Fitzpatrick subraya su independencia de criterio estético, y menciona que las aclamadas interpretaciones de Monteverdi por el grupo Madrigal de Andrei Volkonsky le parecían cursis por su emocionalidad histriónica y semiescenificada.
La descripción de Moscú que ofrece Fitzpatrick desmonta la idea de que el arte oficial de finales de los 60 y principios de los 70 fuera homogéneo o carente de audacia. La ciudad no solo era el centro del poder gubernamental, sino también el núcleo de las corrientes políticas opositoras más activas.
El primer viaje de Fitzpatrick a la URSS como estudiante de posgrado en Oxford le provocó, al regresar al Reino Unido, una sensación de desarraigo mayor que la que experimentó al llegar a Rusia.
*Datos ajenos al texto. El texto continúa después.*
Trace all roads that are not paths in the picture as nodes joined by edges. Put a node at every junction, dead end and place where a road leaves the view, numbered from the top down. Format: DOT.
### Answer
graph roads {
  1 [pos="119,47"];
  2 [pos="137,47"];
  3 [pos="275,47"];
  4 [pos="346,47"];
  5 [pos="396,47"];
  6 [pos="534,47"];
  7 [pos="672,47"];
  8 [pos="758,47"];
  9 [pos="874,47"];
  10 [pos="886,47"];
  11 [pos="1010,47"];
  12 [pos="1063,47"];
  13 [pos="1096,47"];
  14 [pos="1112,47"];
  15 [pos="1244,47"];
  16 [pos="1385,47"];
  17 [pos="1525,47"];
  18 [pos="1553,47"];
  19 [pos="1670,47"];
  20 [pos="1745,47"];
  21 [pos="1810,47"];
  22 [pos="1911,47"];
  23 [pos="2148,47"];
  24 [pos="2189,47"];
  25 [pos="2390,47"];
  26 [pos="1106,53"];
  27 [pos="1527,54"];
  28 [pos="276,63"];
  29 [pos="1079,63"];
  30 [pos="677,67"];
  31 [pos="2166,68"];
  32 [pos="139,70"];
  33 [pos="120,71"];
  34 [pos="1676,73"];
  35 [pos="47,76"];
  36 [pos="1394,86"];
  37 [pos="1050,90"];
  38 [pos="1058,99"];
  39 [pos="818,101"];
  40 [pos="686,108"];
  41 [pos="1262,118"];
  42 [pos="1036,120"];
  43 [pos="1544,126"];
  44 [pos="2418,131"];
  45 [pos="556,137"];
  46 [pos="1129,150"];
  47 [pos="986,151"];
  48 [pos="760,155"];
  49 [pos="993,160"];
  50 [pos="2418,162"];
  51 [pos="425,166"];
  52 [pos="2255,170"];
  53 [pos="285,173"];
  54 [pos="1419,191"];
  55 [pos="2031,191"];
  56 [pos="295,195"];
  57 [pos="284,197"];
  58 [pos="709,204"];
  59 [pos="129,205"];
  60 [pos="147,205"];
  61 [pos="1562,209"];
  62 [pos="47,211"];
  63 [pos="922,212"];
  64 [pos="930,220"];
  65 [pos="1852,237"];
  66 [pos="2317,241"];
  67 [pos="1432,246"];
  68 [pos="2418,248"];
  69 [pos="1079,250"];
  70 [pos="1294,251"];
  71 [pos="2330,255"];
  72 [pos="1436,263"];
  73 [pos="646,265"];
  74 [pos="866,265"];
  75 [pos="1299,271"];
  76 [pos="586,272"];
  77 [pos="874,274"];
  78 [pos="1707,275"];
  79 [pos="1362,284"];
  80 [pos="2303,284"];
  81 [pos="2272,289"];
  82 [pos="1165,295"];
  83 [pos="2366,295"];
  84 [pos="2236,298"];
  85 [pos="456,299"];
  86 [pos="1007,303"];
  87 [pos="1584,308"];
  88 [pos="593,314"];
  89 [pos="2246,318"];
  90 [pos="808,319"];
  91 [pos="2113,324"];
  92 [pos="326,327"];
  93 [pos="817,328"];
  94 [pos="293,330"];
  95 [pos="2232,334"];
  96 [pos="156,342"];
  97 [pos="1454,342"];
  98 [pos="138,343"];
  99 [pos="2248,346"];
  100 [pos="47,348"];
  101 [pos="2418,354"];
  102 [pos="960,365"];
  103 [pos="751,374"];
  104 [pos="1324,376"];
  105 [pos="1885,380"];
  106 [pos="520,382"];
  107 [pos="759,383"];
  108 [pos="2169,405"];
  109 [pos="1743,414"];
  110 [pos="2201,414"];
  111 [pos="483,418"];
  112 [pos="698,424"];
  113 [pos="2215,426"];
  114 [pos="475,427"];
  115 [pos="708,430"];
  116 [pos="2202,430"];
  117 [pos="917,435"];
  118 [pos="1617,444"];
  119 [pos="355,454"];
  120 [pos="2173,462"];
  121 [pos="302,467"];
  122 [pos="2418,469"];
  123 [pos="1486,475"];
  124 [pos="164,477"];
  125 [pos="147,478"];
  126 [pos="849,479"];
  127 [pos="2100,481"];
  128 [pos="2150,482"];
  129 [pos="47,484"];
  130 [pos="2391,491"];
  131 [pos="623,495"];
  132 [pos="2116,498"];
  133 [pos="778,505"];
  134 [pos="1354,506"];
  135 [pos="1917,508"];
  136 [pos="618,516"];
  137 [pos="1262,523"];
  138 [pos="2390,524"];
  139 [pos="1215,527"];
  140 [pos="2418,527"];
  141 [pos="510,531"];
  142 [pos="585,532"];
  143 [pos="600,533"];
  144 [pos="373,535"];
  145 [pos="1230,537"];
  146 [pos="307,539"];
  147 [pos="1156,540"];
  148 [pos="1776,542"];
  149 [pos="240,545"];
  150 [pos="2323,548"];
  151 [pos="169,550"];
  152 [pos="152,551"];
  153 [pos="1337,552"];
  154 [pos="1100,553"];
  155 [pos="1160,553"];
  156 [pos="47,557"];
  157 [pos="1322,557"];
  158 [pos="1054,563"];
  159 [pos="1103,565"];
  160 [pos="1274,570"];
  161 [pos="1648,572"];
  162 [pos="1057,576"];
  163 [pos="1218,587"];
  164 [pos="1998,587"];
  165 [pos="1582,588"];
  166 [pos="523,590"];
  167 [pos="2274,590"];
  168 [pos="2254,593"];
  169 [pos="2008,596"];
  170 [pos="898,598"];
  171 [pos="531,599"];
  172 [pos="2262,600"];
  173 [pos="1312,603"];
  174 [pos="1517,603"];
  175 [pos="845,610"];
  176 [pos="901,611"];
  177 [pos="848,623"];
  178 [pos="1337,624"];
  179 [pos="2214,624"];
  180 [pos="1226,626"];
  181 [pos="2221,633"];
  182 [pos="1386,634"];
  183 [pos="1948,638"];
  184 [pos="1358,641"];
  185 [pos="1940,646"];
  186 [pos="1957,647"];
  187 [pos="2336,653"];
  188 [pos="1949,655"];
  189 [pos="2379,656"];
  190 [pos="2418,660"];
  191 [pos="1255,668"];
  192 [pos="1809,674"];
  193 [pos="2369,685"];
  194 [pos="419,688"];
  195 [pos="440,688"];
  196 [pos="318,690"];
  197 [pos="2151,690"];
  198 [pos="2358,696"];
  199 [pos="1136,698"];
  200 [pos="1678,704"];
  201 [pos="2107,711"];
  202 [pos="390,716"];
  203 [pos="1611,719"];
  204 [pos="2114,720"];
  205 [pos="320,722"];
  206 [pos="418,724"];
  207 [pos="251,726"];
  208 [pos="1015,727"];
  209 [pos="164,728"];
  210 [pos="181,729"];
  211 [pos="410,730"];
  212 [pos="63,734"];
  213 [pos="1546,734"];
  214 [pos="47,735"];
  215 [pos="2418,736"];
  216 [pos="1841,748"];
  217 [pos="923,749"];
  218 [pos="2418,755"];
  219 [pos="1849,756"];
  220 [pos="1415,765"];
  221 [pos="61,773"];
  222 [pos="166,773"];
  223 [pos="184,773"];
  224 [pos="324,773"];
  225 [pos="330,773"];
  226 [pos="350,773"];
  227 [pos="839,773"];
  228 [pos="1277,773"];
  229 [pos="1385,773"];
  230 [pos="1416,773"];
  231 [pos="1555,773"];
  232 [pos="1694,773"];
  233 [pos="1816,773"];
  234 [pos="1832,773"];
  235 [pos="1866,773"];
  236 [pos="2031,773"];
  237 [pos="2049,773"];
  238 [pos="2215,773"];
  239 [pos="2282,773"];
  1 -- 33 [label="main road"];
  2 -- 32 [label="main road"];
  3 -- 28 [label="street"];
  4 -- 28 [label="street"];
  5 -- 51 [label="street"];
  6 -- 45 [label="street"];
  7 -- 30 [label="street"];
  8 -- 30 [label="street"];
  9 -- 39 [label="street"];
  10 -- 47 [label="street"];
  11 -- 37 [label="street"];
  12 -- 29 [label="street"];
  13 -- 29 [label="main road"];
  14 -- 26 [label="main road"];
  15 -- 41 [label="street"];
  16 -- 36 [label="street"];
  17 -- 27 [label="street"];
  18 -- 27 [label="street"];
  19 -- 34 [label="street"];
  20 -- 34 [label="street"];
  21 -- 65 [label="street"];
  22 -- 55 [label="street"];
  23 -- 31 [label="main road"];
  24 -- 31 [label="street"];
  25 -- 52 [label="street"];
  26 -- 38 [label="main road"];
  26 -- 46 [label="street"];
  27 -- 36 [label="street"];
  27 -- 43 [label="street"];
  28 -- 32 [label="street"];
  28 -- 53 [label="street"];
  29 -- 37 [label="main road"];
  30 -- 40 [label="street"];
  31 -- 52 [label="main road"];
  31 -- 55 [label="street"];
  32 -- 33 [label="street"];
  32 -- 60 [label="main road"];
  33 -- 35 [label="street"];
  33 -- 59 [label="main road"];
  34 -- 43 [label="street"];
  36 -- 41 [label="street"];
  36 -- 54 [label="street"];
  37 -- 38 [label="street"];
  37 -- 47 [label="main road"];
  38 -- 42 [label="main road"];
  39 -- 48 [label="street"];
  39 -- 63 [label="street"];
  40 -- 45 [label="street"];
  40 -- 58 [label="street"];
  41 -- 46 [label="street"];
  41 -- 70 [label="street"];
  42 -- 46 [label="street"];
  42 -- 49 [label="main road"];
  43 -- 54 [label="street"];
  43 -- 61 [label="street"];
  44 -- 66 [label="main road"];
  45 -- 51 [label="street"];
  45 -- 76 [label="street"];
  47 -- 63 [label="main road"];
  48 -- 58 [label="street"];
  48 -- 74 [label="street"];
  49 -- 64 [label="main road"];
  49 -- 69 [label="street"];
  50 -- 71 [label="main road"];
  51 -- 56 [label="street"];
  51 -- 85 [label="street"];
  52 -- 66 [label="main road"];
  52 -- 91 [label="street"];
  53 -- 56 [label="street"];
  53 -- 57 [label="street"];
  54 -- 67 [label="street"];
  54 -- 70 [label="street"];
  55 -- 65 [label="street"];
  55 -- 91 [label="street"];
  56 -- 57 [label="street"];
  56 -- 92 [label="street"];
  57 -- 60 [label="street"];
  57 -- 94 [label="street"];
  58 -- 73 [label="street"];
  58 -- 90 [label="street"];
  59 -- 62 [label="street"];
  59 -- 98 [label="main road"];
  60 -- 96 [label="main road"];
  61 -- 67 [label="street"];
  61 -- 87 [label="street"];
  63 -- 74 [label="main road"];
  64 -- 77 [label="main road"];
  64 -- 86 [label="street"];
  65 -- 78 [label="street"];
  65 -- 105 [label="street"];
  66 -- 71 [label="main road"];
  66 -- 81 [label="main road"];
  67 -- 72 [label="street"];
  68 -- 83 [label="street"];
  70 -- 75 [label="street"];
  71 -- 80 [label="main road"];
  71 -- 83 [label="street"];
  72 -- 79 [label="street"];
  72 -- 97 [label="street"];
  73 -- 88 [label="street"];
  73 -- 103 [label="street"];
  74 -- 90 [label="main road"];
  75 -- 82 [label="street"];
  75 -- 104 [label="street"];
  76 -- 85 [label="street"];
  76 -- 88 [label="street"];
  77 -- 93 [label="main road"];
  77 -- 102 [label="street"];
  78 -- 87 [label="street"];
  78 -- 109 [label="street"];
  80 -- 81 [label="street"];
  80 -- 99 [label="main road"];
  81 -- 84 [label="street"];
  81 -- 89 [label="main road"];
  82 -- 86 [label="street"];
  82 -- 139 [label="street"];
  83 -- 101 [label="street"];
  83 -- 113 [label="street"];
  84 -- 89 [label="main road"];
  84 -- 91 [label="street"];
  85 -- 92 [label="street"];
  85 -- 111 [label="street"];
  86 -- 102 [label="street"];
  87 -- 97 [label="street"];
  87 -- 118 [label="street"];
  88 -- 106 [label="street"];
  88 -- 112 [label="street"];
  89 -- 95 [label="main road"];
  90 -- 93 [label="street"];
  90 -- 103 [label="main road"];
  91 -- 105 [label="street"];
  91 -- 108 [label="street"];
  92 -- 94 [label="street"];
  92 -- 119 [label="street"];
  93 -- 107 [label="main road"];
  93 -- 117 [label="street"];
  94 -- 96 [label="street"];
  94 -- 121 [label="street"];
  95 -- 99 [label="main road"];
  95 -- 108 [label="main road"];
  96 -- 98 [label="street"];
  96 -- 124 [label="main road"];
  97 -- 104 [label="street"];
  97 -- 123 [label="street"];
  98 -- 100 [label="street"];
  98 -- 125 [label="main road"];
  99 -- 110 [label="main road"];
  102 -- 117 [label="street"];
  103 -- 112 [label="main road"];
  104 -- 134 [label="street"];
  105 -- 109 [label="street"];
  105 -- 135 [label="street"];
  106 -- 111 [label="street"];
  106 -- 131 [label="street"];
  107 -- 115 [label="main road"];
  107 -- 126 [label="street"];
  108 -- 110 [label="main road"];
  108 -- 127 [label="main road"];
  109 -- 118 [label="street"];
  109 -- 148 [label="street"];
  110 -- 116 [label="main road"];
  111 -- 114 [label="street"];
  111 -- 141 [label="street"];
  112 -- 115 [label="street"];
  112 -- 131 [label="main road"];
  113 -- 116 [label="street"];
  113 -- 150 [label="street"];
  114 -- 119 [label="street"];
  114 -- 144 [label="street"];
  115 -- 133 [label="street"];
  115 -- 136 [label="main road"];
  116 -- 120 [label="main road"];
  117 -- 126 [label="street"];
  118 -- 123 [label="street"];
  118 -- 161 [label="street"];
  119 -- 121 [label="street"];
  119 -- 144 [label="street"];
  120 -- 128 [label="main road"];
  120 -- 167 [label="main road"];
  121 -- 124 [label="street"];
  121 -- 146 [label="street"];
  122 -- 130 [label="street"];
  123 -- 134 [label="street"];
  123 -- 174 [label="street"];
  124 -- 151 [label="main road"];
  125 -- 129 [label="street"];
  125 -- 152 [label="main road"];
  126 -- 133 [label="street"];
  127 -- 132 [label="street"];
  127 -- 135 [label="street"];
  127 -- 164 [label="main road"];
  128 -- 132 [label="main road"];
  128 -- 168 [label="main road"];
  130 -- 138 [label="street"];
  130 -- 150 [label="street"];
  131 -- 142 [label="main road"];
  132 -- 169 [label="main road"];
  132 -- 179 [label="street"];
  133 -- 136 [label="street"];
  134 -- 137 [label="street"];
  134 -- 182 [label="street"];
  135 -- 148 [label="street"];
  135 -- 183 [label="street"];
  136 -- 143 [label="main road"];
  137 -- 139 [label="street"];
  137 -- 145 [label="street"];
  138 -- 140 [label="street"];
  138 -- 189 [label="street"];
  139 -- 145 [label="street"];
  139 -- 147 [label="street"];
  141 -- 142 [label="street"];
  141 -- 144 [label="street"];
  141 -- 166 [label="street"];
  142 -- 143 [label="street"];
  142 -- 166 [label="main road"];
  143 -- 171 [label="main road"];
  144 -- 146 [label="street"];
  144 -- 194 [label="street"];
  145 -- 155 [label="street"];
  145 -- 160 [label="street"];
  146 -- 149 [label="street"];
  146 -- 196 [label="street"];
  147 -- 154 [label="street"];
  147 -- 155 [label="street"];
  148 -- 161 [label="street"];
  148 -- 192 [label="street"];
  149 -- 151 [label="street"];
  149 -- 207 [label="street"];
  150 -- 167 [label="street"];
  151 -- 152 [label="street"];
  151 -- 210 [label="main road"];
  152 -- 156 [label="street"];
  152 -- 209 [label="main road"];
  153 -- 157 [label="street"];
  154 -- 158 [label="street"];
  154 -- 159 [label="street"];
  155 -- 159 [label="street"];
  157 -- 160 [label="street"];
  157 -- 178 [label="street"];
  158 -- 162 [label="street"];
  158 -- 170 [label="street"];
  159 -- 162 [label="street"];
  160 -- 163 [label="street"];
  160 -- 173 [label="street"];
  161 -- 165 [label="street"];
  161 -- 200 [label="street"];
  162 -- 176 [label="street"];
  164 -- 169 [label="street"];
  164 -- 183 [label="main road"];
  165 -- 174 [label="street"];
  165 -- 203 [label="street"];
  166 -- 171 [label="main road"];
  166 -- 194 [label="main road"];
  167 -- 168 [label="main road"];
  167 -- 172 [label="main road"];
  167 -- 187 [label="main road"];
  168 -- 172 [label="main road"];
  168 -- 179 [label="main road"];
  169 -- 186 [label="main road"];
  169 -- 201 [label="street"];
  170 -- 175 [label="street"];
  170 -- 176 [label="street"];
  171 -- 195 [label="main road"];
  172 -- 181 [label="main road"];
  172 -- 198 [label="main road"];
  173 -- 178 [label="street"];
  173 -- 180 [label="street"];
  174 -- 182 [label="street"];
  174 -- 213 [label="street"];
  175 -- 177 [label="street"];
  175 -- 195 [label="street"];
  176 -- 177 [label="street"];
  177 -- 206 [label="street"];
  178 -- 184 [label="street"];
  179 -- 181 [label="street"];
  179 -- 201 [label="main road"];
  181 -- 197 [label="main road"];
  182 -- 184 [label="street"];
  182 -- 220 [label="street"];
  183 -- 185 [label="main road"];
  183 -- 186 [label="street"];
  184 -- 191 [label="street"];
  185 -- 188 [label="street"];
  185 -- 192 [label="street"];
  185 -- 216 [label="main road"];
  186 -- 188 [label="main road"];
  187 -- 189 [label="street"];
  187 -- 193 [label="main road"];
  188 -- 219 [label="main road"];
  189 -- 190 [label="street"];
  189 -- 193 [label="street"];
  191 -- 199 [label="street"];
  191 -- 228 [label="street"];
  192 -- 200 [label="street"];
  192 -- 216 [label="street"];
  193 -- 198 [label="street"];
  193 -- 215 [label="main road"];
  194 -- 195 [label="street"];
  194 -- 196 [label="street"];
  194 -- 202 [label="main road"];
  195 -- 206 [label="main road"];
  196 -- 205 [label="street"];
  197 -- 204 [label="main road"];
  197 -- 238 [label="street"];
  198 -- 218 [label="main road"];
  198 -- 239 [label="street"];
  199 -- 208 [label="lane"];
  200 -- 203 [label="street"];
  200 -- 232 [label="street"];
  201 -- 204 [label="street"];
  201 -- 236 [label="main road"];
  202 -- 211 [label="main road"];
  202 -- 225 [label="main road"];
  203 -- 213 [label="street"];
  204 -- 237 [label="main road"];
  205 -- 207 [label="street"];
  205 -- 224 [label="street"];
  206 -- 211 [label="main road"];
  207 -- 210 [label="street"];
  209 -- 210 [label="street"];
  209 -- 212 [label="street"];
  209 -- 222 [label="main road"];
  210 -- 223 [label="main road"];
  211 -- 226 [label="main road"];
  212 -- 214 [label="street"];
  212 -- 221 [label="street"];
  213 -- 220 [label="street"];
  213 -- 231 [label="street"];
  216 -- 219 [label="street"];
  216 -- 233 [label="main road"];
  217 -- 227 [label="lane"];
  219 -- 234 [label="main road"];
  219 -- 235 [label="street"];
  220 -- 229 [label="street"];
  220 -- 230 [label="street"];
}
La universidad británica le resultó provinciana en comparación con Moscú, y los especialistas en estudios soviéticos, poco informados y limitados intelectualmente.
En una breve visita en la primavera de 1968, observó que “para Novy Mir, el clima político era tempestuoso e incierto”, y que la ciudad era un mar de barro, aunque los acontecimientos en Praga generaban esperanza. La invasión soviética de Checoslovaquia meses después supuso una profunda desilusión.
Ese mismo verano, el periódico Sovetskaya Rossiya la denunció como instrumento de propagandistas antisoviéticos, lo que intensificó el conflicto interno que ya sentía como hija de una activista por las libertades civiles y economista, comprometida con la izquierda pero ajena al establishment comunista.
La respuesta de Fitzpatrick a este dilema fue organizar cuanto antes otro viaje prolongado a Moscú. El acceso directo a los recursos de investigación y su creatividad para sortear las restricciones impuestas sentaron las bases de una carrera destacada como historiadora.
A diferencia de otros autores de memorias académicas, como Eric Hobsbawm, Fitzpatrick no centra su relato en el ascenso de una figura prominente, sino en el proceso de autodescubrimiento de una joven tímida, insegura, pero excepcionalmente perspicaz y decidida. Su condición de extranjera —australiana residente en el Reino Unido y Estados Unidos— y su carácter la convirtieron en una observadora capaz de captar lo que otros pasaban por alto. Así, Una espía en los archivos soviéticos constituye un testimonio singular no solo de una trayectoria personal, sino también de la historia soviética y británica.